## WHAT IS BEING ASKED
Please transcribe every record below exactly as it appears.

Dataset entries:
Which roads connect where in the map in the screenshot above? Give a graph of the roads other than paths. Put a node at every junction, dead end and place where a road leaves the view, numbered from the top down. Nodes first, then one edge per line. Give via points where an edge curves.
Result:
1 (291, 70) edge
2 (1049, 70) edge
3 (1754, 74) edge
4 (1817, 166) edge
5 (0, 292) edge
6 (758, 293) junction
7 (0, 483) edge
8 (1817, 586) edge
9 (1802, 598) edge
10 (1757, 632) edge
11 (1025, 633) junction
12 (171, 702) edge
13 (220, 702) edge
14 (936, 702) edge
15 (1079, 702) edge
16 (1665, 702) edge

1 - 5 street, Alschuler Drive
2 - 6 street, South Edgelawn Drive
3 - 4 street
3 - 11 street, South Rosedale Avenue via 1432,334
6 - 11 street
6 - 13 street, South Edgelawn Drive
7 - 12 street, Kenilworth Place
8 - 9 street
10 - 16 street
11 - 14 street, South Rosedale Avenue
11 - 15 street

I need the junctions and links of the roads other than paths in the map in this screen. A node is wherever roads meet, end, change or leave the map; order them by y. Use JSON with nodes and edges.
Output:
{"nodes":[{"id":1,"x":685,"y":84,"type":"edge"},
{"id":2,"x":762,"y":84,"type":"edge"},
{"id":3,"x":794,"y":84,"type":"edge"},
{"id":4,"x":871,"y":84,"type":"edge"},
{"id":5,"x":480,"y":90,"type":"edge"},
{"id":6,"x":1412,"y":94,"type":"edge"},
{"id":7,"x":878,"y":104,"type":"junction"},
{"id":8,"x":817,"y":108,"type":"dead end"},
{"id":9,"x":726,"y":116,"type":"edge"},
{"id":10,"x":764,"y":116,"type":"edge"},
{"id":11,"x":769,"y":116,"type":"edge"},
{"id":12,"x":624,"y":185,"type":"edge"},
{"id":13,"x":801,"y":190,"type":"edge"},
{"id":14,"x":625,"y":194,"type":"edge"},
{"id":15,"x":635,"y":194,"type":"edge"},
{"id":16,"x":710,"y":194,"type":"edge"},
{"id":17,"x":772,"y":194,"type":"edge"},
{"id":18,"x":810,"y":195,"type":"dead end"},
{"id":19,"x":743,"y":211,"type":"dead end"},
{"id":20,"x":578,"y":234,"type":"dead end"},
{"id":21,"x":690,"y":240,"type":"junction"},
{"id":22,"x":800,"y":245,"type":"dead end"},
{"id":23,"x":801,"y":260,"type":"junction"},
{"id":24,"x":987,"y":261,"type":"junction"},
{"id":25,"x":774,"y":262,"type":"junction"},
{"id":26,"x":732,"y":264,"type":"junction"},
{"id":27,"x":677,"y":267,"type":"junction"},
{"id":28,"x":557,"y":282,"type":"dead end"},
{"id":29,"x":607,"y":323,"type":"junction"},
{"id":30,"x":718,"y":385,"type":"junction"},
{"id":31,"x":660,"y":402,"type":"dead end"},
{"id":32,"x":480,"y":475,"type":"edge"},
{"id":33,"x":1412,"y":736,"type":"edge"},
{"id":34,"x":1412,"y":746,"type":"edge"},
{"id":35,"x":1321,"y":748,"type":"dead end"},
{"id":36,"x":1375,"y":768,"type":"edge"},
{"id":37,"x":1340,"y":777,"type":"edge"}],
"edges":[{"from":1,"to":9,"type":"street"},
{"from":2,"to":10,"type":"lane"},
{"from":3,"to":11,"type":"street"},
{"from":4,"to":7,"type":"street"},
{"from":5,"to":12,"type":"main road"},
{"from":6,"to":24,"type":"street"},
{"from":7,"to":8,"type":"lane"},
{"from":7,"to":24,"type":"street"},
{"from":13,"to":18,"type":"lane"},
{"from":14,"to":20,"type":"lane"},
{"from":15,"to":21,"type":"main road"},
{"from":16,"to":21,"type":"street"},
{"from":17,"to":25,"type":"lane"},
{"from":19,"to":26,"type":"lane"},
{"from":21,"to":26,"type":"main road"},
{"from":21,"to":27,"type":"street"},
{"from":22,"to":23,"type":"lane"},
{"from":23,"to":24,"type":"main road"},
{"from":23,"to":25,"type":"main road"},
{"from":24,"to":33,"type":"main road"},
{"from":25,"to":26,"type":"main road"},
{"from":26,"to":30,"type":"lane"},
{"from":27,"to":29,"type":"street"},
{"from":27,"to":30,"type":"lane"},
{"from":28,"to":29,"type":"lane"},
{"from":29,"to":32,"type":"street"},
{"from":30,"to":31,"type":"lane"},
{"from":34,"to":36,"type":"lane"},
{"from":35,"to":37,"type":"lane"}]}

## RESPONSE
Which roads connect where in the map in the screenshot above? Give a graph of the roads other than paths. Put a node at every junction, dead end and place where a road leaves the view, numbered from the top down. Nodes first, then one edge per line. Give via points where an edge curves.
Result:
1 (291, 70) edge
2 (1049, 70) edge
3 (1754, 74) edge
4 (1817, 166) edge
5 (0, 292) edge
6 (758, 293) junction
7 (0, 483) edge
8 (1817, 586) edge
9 (1802, 598) edge
10 (1757, 632) edge
11 (1025, 633) junction
12 (171, 702) edge
13 (220, 702) edge
14 (936, 702) edge
15 (1079, 702) edge
16 (1665, 702) edge

1 - 5 street, Alschuler Drive
2 - 6 street, South Edgelawn Drive
3 - 4 street
3 - 11 street, South Rosedale Avenue via 1432,334
6 - 11 street
6 - 13 street, South Edgelawn Drive
7 - 12 street, Kenilworth Place
8 - 9 street
10 - 16 street
11 - 14 street, South Rosedale Avenue
11 - 15 street

I need the junctions and links of the roads other than paths in the map in this screen. A node is wherever roads meet, end, change or leave the map; order them by y. Use JSON with nodes and edges.
Output:
{"nodes":[{"id":1,"x":685,"y":84,"type":"edge"},
{"id":2,"x":762,"y":84,"type":"edge"},
{"id":3,"x":794,"y":84,"type":"edge"},
{"id":4,"x":871,"y":84,"type":"edge"},
{"id":5,"x":480,"y":90,"type":"edge"},
{"id":6,"x":1412,"y":94,"type":"edge"},
{"id":7,"x":878,"y":104,"type":"junction"},
{"id":8,"x":817,"y":108,"type":"dead end"},
{"id":9,"x":726,"y":116,"type":"edge"},
{"id":10,"x":764,"y":116,"type":"edge"},
{"id":11,"x":769,"y":116,"type":"edge"},
{"id":12,"x":624,"y":185,"type":"edge"},
{"id":13,"x":801,"y":190,"type":"edge"},
{"id":14,"x":625,"y":194,"type":"edge"},
{"id":15,"x":635,"y":194,"type":"edge"},
{"id":16,"x":710,"y":194,"type":"edge"},
{"id":17,"x":772,"y":194,"type":"edge"},
{"id":18,"x":810,"y":195,"type":"dead end"},
{"id":19,"x":743,"y":211,"type":"dead end"},
{"id":20,"x":578,"y":234,"type":"dead end"},
{"id":21,"x":690,"y":240,"type":"junction"},
{"id":22,"x":800,"y":245,"type":"dead end"},
{"id":23,"x":801,"y":260,"type":"junction"},
{"id":24,"x":987,"y":261,"type":"junction"},
{"id":25,"x":774,"y":262,"type":"junction"},
{"id":26,"x":732,"y":264,"type":"junction"},
{"id":27,"x":677,"y":267,"type":"junction"},
{"id":28,"x":557,"y":282,"type":"dead end"},
{"id":29,"x":607,"y":323,"type":"junction"},
{"id":30,"x":718,"y":385,"type":"junction"},
{"id":31,"x":660,"y":402,"type":"dead end"},
{"id":32,"x":480,"y":475,"type":"edge"},
{"id":33,"x":1412,"y":736,"type":"edge"},
{"id":34,"x":1412,"y":746,"type":"edge"},
{"id":35,"x":1321,"y":748,"type":"dead end"},
{"id":36,"x":1375,"y":768,"type":"edge"},
{"id":37,"x":1340,"y":777,"type":"edge"}],
"edges":[{"from":1,"to":9,"type":"street"},
{"from":2,"to":10,"type":"lane"},
{"from":3,"to":11,"type":"street"},
{"from":4,"to":7,"type":"street"},
{"from":5,"to":12,"type":"main road"},
{"from":6,"to":24,"type":"street"},
{"from":7,"to":8,"type":"lane"},
{"from":7,"to":24,"type":"street"},
{"from":13,"to":18,"type":"lane"},
{"from":14,"to":20,"type":"lane"},
{"from":15,"to":21,"type":"main road"},
{"from":16,"to":21,"type":"street"},
{"from":17,"to":25,"type":"lane"},
{"from":19,"to":26,"type":"lane"},
{"from":21,"to":26,"type":"main road"},
{"from":21,"to":27,"type":"street"},
{"from":22,"to":23,"type":"lane"},
{"from":23,"to":24,"type":"main road"},
{"from":23,"to":25,"type":"main road"},
{"from":24,"to":33,"type":"main road"},
{"from":25,"to":26,"type":"main road"},
{"from":26,"to":30,"type":"lane"},
{"from":27,"to":29,"type":"street"},
{"from":27,"to":30,"type":"lane"},
{"from":28,"to":29,"type":"lane"},
{"from":29,"to":32,"type":"street"},
{"from":30,"to":31,"type":"lane"},
{"from":34,"to":36,"type":"lane"},
{"from":35,"to":37,"type":"lane"}]}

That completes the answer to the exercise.